• _TASK DETAILS_: All of the records below need to be written out exactly, but without the pictures.

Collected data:

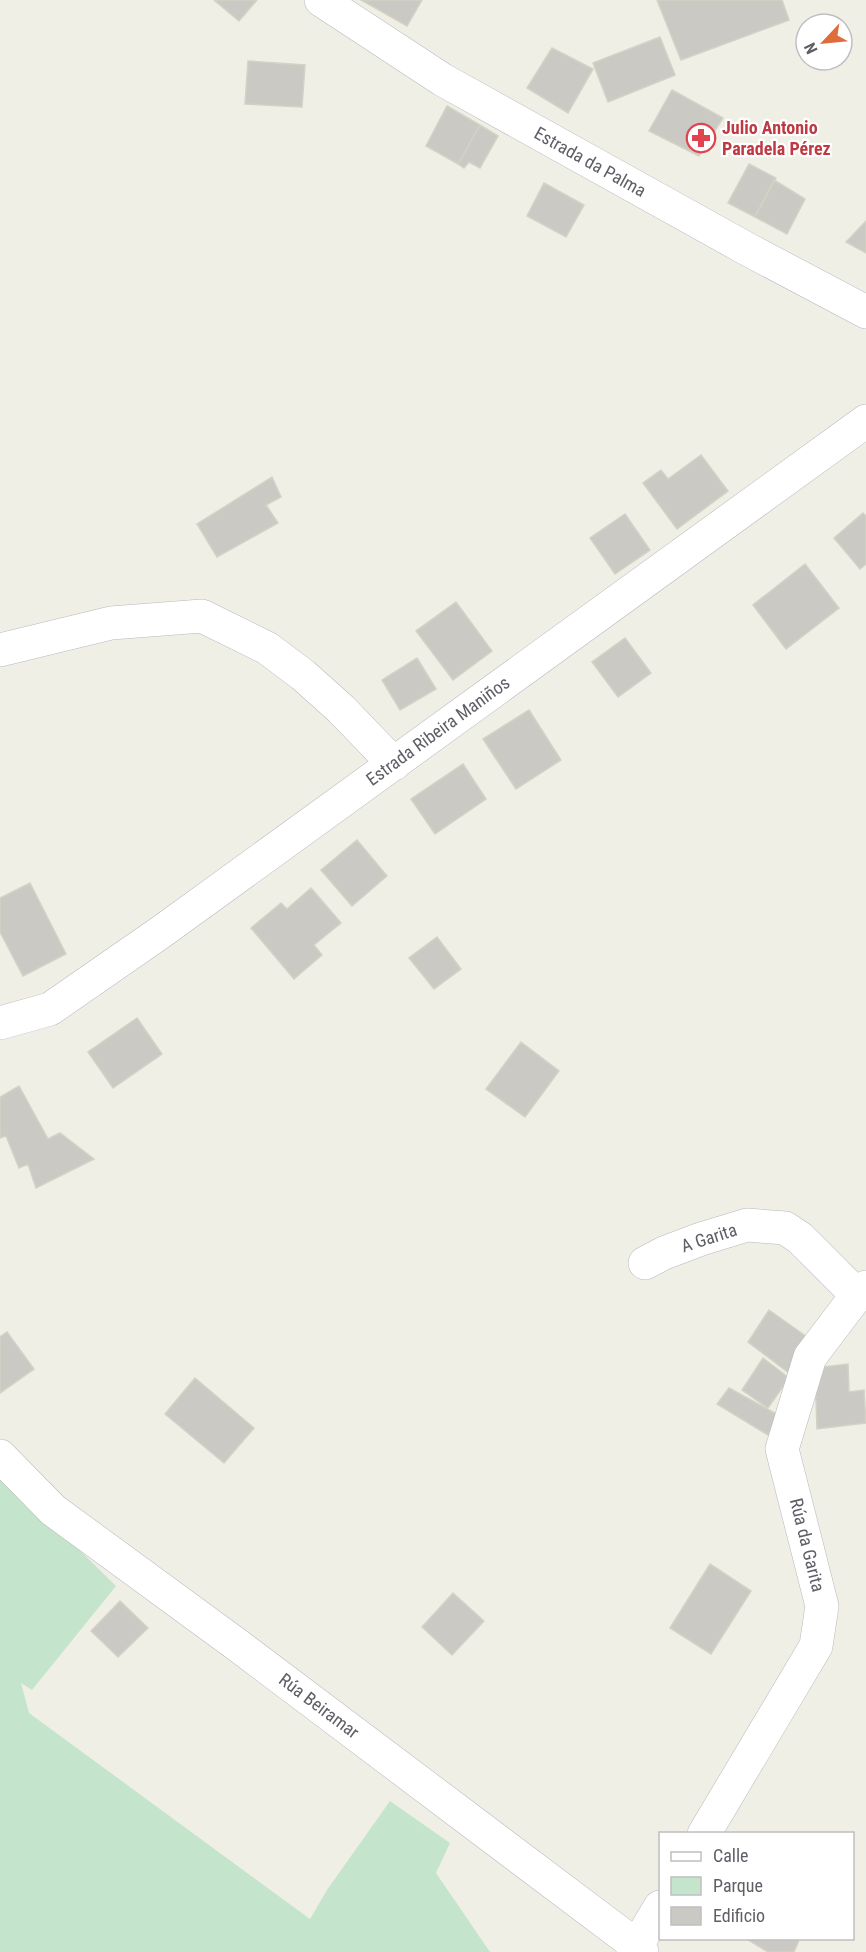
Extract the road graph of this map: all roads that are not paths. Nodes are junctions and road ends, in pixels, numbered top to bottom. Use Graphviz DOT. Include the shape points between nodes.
graph roads {
  1 [pos="321,0"];
  2 [pos="866,312"];
  3 [pos="866,421"];
  4 [pos="0,650"];
  5 [pos="393,764"];
  6 [pos="0,1023"];
  7 [pos="645,1263"];
  8 [pos="862,1291"];
  9 [pos="0,1456"];
  10 [pos="705,1832"];
  11 [pos="659,1909"];
  12 [pos="637,1950"];
  1 -- 2 [label="street, Estrada da Palma" via="443,81"];
  3 -- 5 [label="street, Estrada Ribeira Maniños"];
  4 -- 5 [label="street" via="111,623 202,616 267,648 303,675"];
  5 -- 6 [label="street, Estrada Ribeira Maniños" via="50,1009"];
  7 -- 8 [label="street, A Garita" via="664,1252 747,1225 785,1228"];
  8 -- 10 [label="street, Rúa da Garita" via="810,1357 782,1449 822,1605 816,1646"];
  9 -- 12 [label="street, Rúa Beiramar" via="53,1510 236,1644"];
  11 -- 12 [label="street"];
}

• _RESPONSE AREA_:
Extract the road graph of this map: all roads that are not paths. Nodes are junctions and road ends, in pixels, numbered top to bottom. Use Graphviz DOT. Include the shape points between nodes.
graph roads {
  1 [pos="321,0"];
  2 [pos="866,312"];
  3 [pos="866,421"];
  4 [pos="0,650"];
  5 [pos="393,764"];
  6 [pos="0,1023"];
  7 [pos="645,1263"];
  8 [pos="862,1291"];
  9 [pos="0,1456"];
  10 [pos="705,1832"];
  11 [pos="659,1909"];
  12 [pos="637,1950"];
  1 -- 2 [label="street, Estrada da Palma" via="443,81"];
  3 -- 5 [label="street, Estrada Ribeira Maniños"];
  4 -- 5 [label="street" via="111,623 202,616 267,648 303,675"];
  5 -- 6 [label="street, Estrada Ribeira Maniños" via="50,1009"];
  7 -- 8 [label="street, A Garita" via="664,1252 747,1225 785,1228"];
  8 -- 10 [label="street, Rúa da Garita" via="810,1357 782,1449 822,1605 816,1646"];
  9 -- 12 [label="street, Rúa Beiramar" via="53,1510 236,1644"];
  11 -- 12 [label="street"];
}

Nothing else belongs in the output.